Ecco il video appello per diminuire l’IVA sugli assorbenti: “Il ciclo non è un lusso”

Un video – appello per chiedere di abbassare l’aliquota Iva sugli assorbenti e sui prodotti di igiene femminile. A farlo sono alcune deputate che, riunite nel cortile della Camera, hanno preparato un breve filmato per chiedere al Parlamento e al governo di intervenire per portare l’Iva sugli assorbenti dal 22% al 10%. L’obiettivo è quello di arrivare a una drastica riduzione della cosiddetta tampon tax.

«Il ciclo non è un lusso» è il messaggio lanciato dalle deputate capeggiate da Laura Boldrini (PD). Il video è stato realizzato davanti alla panchina rossa installata a Montecitorio come simbolo della battaglia contro la violenza di genere.

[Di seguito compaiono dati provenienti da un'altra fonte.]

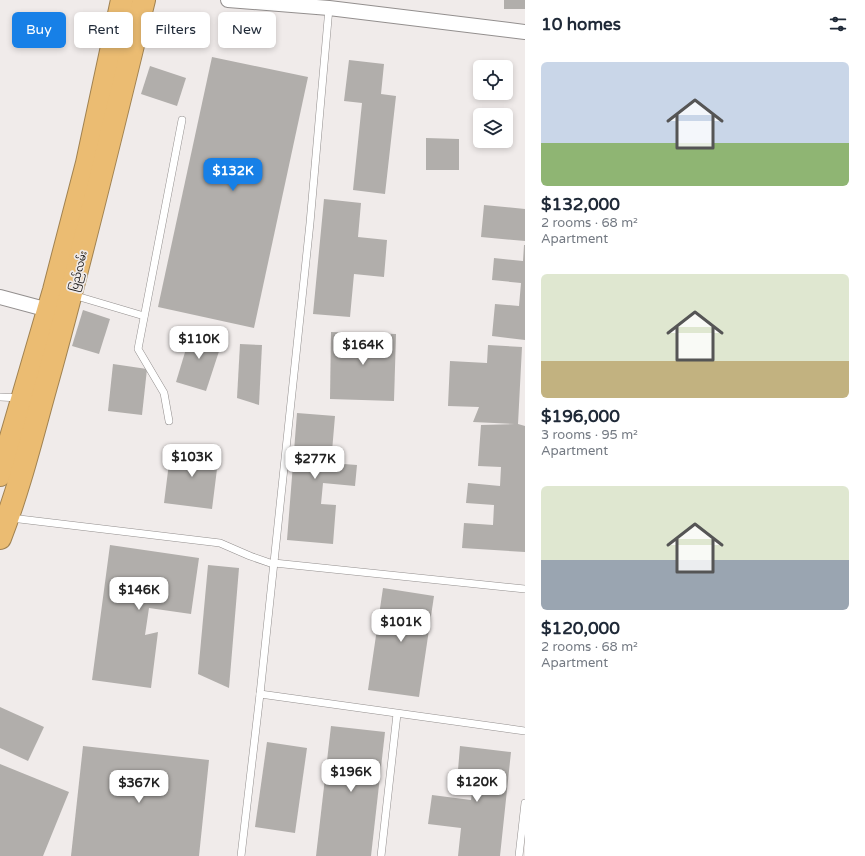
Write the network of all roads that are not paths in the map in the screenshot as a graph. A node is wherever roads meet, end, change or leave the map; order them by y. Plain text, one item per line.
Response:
1 (122, 0) edge
2 (144, 0) edge
3 (228, 0) edge
4 (310, 3) edge
5 (329, 8) junction
6 (525, 32) edge
7 (182, 120) dead end
8 (63, 292) junction
9 (0, 297) edge
10 (57, 313) junction
11 (144, 316) junction
12 (0, 397) edge
13 (31, 401) junction
14 (169, 420) dead end
15 (0, 475) edge
16 (4, 517) edge
17 (0, 538) edge
18 (274, 563) junction
19 (525, 589) edge
20 (260, 694) junction
21 (397, 714) junction
22 (525, 731) edge
23 (525, 803) edge
24 (241, 856) edge
25 (381, 856) edge
26 (519, 856) edge

1 - 8 highway, ပြည်လမ်း
2 - 8 highway, ပြည်လမ်း
3 - 4 street
4 - 5 street
5 - 6 street
5 - 18 lane
7 - 11 lane
8 - 10 highway, ပြည်လမ်း
8 - 11 lane
9 - 10 street
10 - 13 highway, ပြည်လမ်း
11 - 14 lane
12 - 13 lane
13 - 15 highway, ပြည်လမ်း
13 - 16 highway, ပြည်လမ်း
16 - 17 highway, ပြည်လမ်း
16 - 18 lane
18 - 19 lane
18 - 20 lane
20 - 21 lane
20 - 24 lane
21 - 22 lane
21 - 25 lane
23 - 26 lane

Il messaggio viene lanciato da Boldrini in primis: «Il ciclo non è un lusso, dunque è giusto abbassare l’Iva dal 22% al 10%. Ce lo chiedono decine di migliaia di donne nel nostro Paese». A lei si uniscono anche altre deputate, affermando: «È una occasione da parte dello Stato sia per andare incontro alle famiglie monoreddito sia per essere veramente sensibile verso il mondo femminile. È già realtà in molti Paesi come Francia, Belgio, Inghilterra. Addirittura Canada e Irlanda prevedono l’esenzione» dell’Iva sugli assorbenti.

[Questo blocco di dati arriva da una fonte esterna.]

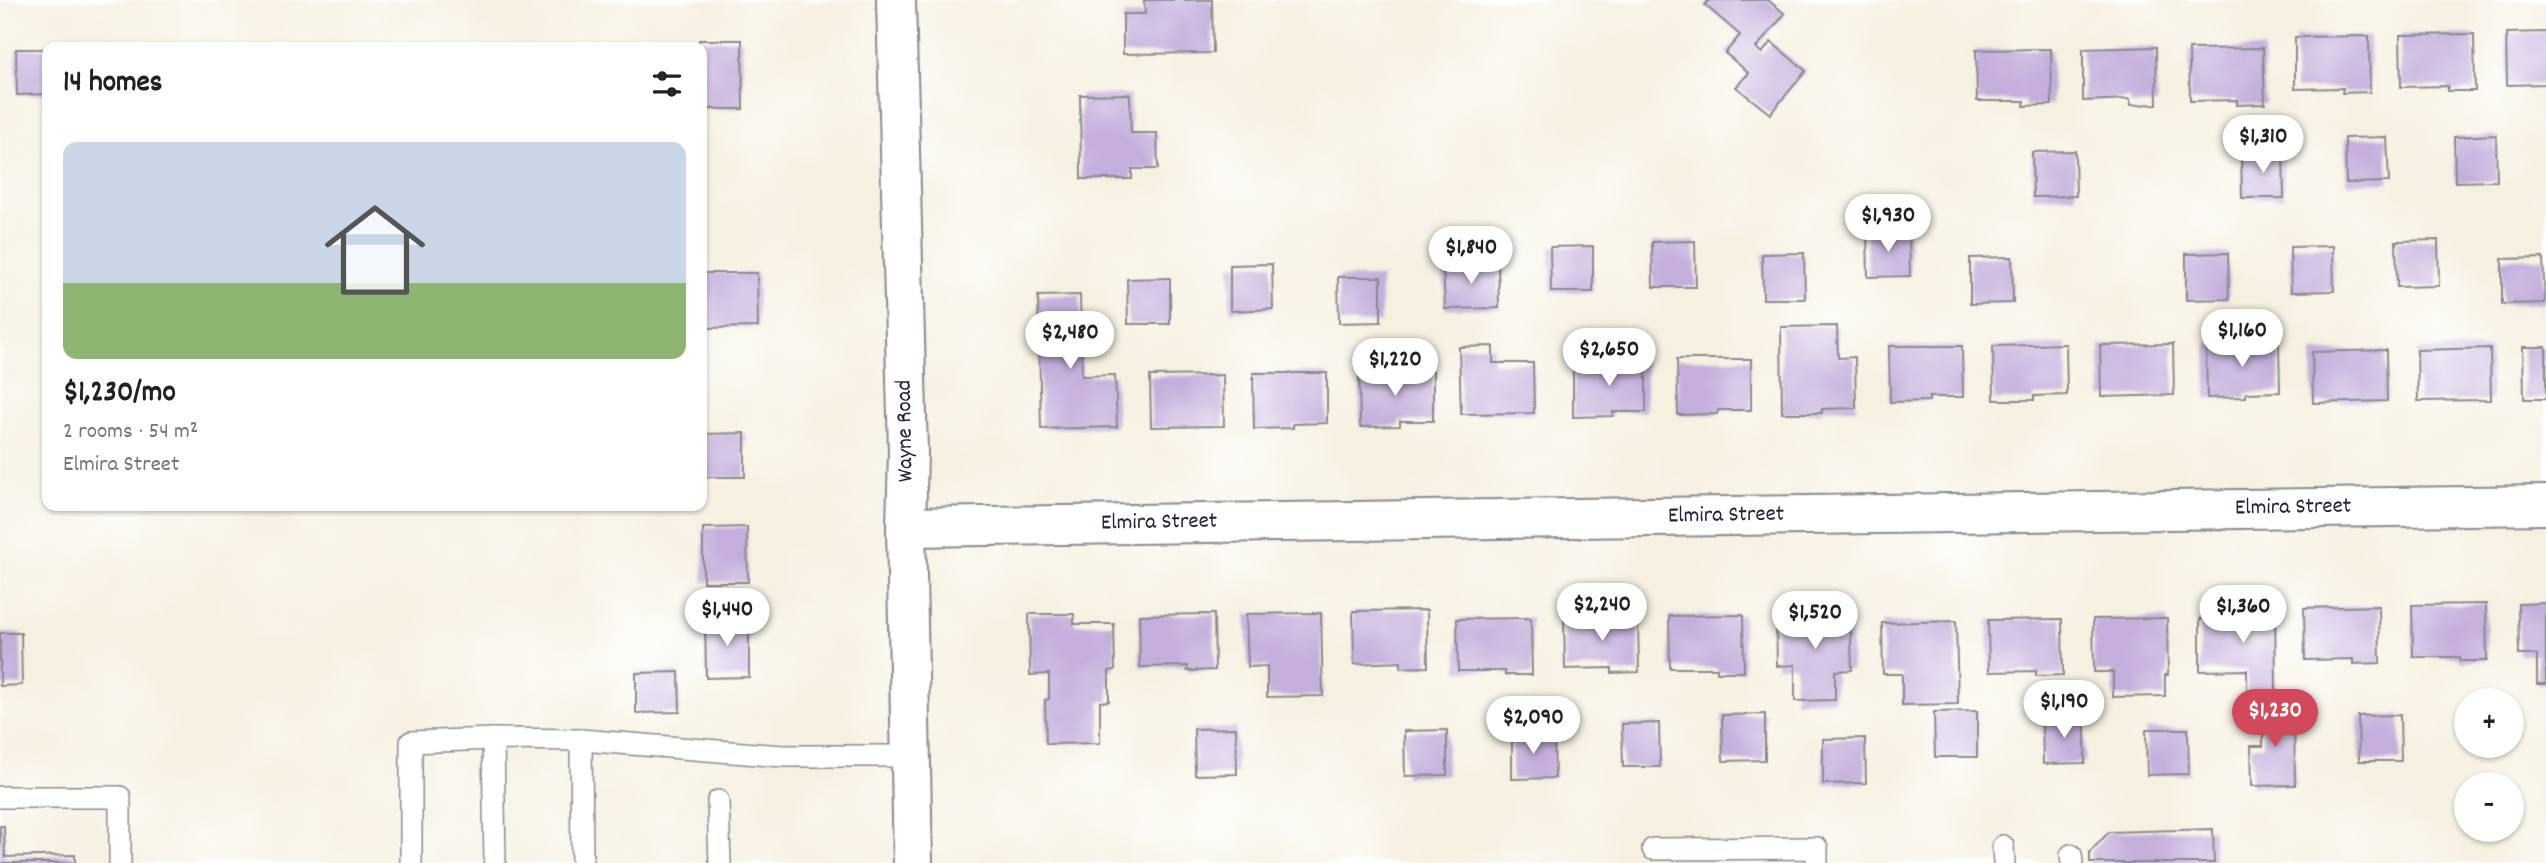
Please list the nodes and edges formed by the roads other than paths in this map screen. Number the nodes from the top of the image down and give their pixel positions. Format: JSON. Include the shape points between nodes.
{"nodes":[{"id":1,"x":897,"y":0,"type":"edge"},
{"id":2,"x":2546,"y":505,"type":"edge"},
{"id":3,"x":906,"y":527,"type":"junction"},
{"id":4,"x":493,"y":739,"type":"junction"},
{"id":5,"x":581,"y":740,"type":"junction"},
{"id":6,"x":911,"y":756,"type":"junction"},
{"id":7,"x":0,"y":797,"type":"edge"},
{"id":8,"x":718,"y":801,"type":"dead end"},
{"id":9,"x":1653,"y":849,"type":"dead end"},
{"id":10,"x":120,"y":863,"type":"edge"},
{"id":11,"x":411,"y":863,"type":"edge"},
{"id":12,"x":495,"y":863,"type":"edge"},
{"id":13,"x":582,"y":863,"type":"edge"},
{"id":14,"x":720,"y":863,"type":"edge"},
{"id":15,"x":913,"y":863,"type":"edge"},
{"id":16,"x":1817,"y":863,"type":"edge"}],
"edges":[{"from":1,"to":3,"type":"street","name":"Wayne Road"},
{"from":2,"to":3,"type":"street","name":"Elmira Street"},
{"from":3,"to":6,"type":"street","name":"Wayne Road"},
{"from":4,"to":5,"type":"lane"},
{"from":4,"to":11,"type":"lane","via":[[411,742]]},
{"from":4,"to":12,"type":"lane"},
{"from":5,"to":6,"type":"lane","via":[[782,756]]},
{"from":5,"to":13,"type":"lane"},
{"from":6,"to":15,"type":"street","name":"Wayne Road"},
{"from":7,"to":10,"type":"lane","via":[[120,797]]},
{"from":8,"to":14,"type":"lane"},
{"from":9,"to":16,"type":"lane","via":[[1817,848]]}]}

Boldrini è stata ricevuta insieme ad alcune colleghe, Chiara Gribaudo, Enza Bruno Bossio e Marianna Madia, dal ministero dell’Economia, Roberto Gualtieri, proprio per un confronto sul tema. A parlare dell’incontro avvenuto oggi è l’ex ministro Madia: «Abbiamo avviato un confronto. Gualtieri è stato molto disponibile. Non c’è ancora una soluzione condivisa ma c’è l’impegno e la disponibilità a trovarla». Le deputate che hanno registrato questo appello hanno presentato un emendamento al decreto fiscale per chiedere di abbassare l’Iva sui prodotti per l’igiene femminile. Il governo potrebbe valutare, anche per ovviare ai problemi tecnici e di coperture, di trovare una soluzione diversa.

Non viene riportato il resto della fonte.